RECORDED INFORMATION:

+---+

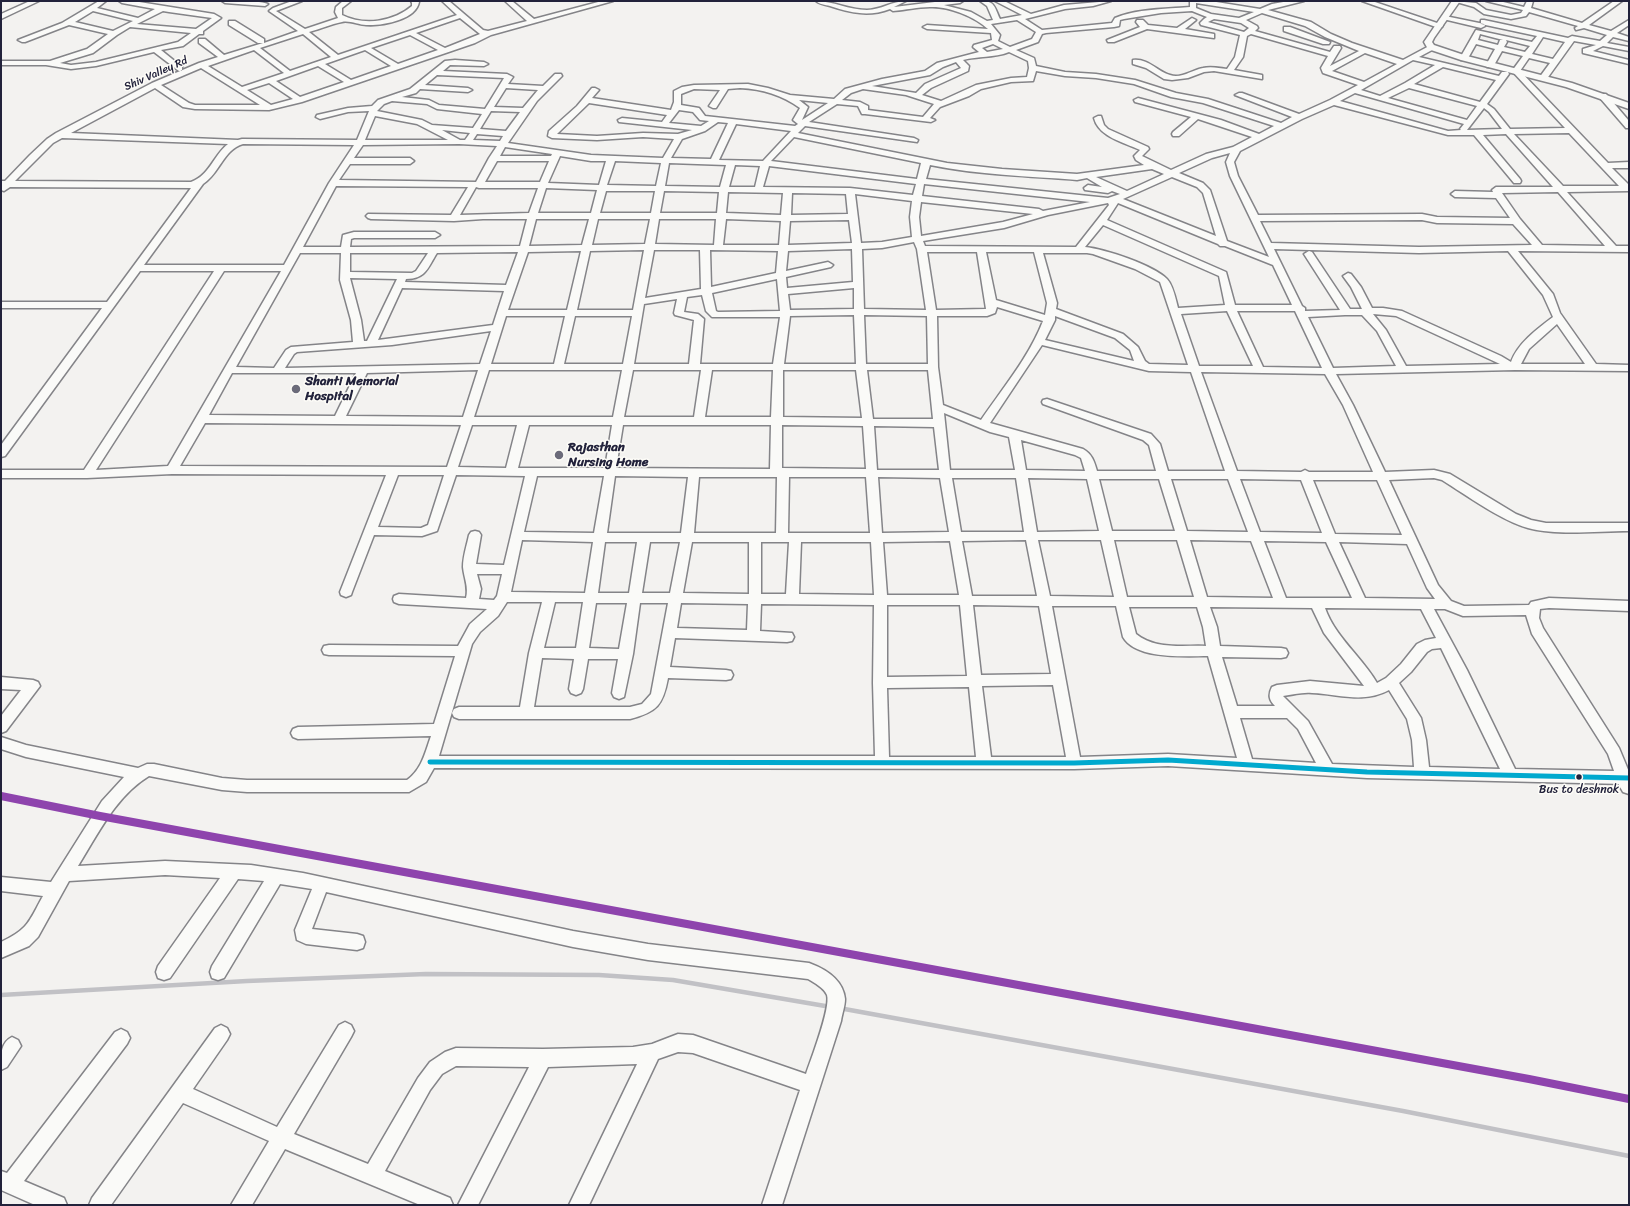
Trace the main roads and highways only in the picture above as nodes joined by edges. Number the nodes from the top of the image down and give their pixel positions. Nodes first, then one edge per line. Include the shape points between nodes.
1 (1456, 1) edge
2 (1629, 106) edge

1 - 2 main road via 1428,42 1431,47 1543,78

+---+

AIM OF THE EXERCISE: Transcribe the listing exactly; omit all images.

WRITTEN RESPONSE:
Trace the main roads and highways only in the picture above as nodes joined by edges. Number the nodes from the top of the image down and give their pixel positions. Nodes first, then one edge per line. Include the shape points between nodes.
1 (1456, 1) edge
2 (1629, 106) edge

1 - 2 main road via 1428,42 1431,47 1543,78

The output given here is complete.